Word for word, repeat the data; no picture should appear in the result.
Start of Records for processing
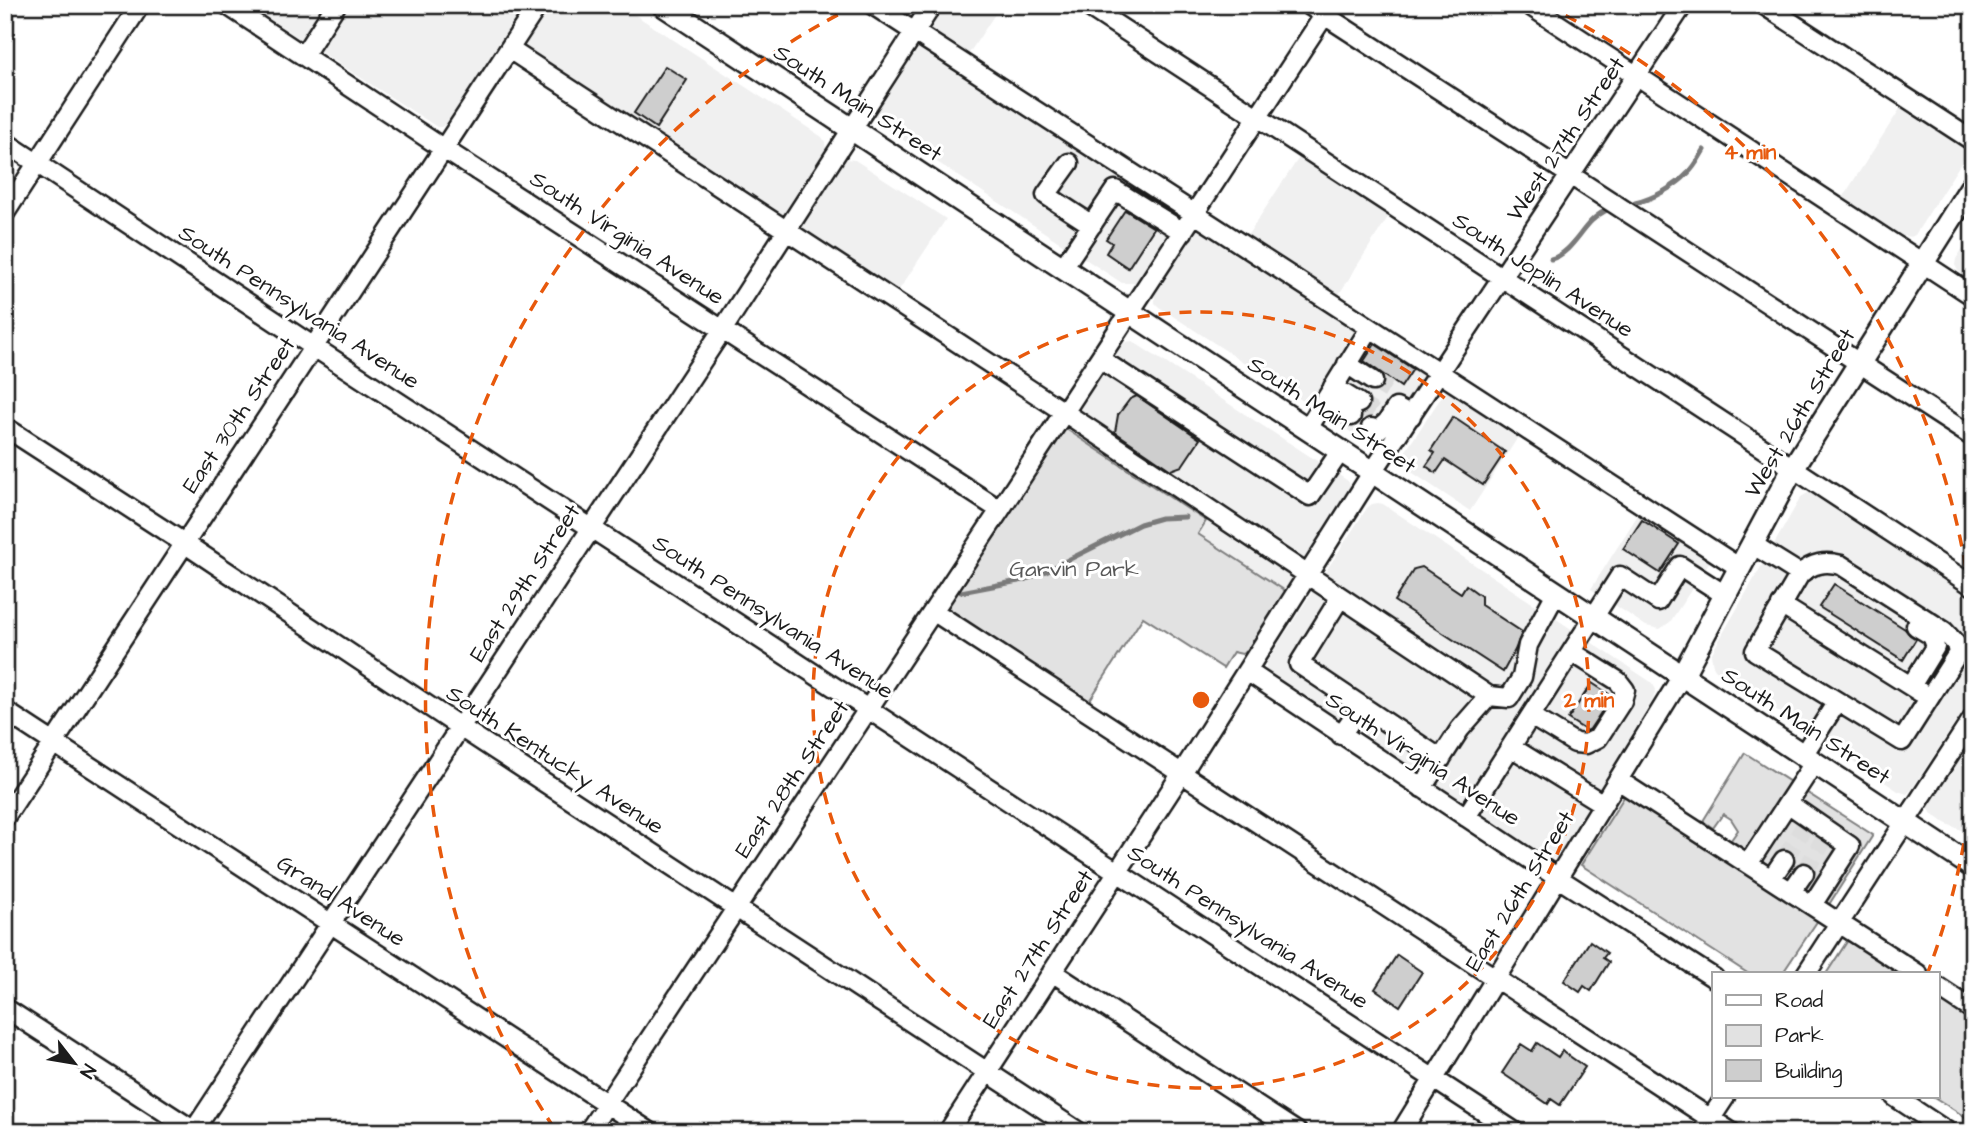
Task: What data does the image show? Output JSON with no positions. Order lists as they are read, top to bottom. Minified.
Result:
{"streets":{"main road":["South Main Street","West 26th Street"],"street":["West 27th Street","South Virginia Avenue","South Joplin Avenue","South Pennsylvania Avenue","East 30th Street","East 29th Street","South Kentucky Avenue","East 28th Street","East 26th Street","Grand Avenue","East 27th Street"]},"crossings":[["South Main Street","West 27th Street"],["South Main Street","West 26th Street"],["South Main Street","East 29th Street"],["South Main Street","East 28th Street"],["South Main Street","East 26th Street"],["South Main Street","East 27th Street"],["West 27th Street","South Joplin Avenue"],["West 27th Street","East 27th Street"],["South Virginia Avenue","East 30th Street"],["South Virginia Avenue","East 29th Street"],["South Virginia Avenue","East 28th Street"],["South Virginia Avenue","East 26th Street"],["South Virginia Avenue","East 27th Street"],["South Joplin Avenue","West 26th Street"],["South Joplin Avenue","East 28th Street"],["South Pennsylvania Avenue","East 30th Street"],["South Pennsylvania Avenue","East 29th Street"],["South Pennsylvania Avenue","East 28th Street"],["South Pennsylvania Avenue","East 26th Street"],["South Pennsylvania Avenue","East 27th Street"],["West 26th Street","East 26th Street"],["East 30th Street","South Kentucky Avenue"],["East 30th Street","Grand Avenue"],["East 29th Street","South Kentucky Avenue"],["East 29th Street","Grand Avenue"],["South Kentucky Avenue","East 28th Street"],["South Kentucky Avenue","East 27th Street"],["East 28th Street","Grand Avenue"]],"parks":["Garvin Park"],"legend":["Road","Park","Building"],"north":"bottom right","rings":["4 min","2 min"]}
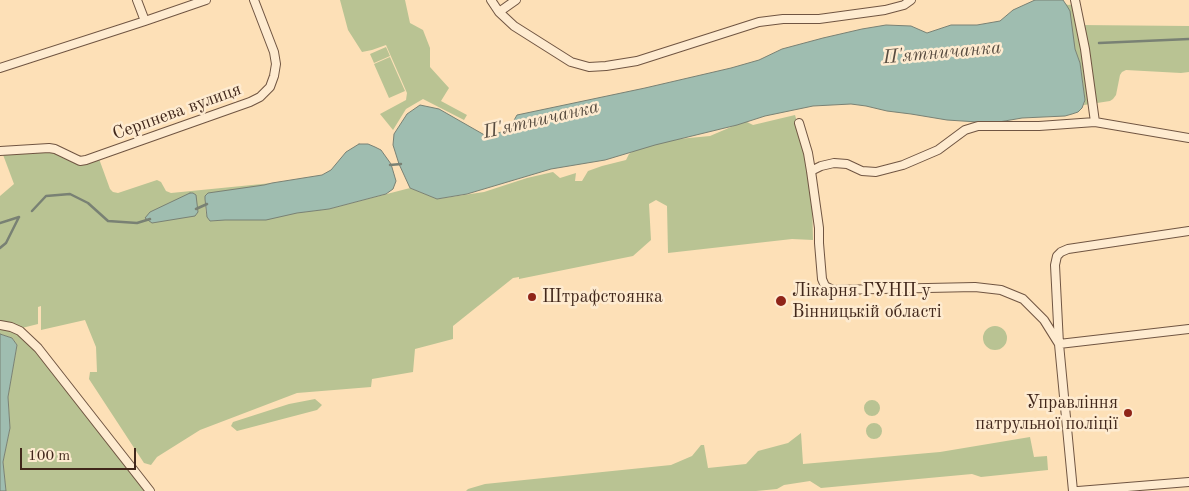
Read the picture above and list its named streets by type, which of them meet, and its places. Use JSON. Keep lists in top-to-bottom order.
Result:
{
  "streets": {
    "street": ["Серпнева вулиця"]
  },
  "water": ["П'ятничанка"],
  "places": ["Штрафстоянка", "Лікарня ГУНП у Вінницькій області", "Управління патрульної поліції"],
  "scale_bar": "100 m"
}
End of Records for processing
Response:
Task: What data does the image show? Output JSON with no positions. Order lists as they are read, top to bottom. Minified.
Result:
{"streets":{"main road":["South Main Street","West 26th Street"],"street":["West 27th Street","South Virginia Avenue","South Joplin Avenue","South Pennsylvania Avenue","East 30th Street","East 29th Street","South Kentucky Avenue","East 28th Street","East 26th Street","Grand Avenue","East 27th Street"]},"crossings":[["South Main Street","West 27th Street"],["South Main Street","West 26th Street"],["South Main Street","East 29th Street"],["South Main Street","East 28th Street"],["South Main Street","East 26th Street"],["South Main Street","East 27th Street"],["West 27th Street","South Joplin Avenue"],["West 27th Street","East 27th Street"],["South Virginia Avenue","East 30th Street"],["South Virginia Avenue","East 29th Street"],["South Virginia Avenue","East 28th Street"],["South Virginia Avenue","East 26th Street"],["South Virginia Avenue","East 27th Street"],["South Joplin Avenue","West 26th Street"],["South Joplin Avenue","East 28th Street"],["South Pennsylvania Avenue","East 30th Street"],["South Pennsylvania Avenue","East 29th Street"],["South Pennsylvania Avenue","East 28th Street"],["South Pennsylvania Avenue","East 26th Street"],["South Pennsylvania Avenue","East 27th Street"],["West 26th Street","East 26th Street"],["East 30th Street","South Kentucky Avenue"],["East 30th Street","Grand Avenue"],["East 29th Street","South Kentucky Avenue"],["East 29th Street","Grand Avenue"],["South Kentucky Avenue","East 28th Street"],["South Kentucky Avenue","East 27th Street"],["East 28th Street","Grand Avenue"]],"parks":["Garvin Park"],"legend":["Road","Park","Building"],"north":"bottom right","rings":["4 min","2 min"]}
Read the picture above and list its named streets by type, which of them meet, and its places. Use JSON. Keep lists in top-to-bottom order.
Result:
{
  "streets": {
    "street": ["Серпнева вулиця"]
  },
  "water": ["П'ятничанка"],
  "places": ["Штрафстоянка", "Лікарня ГУНП у Вінницькій області", "Управління патрульної поліції"],
  "scale_bar": "100 m"
}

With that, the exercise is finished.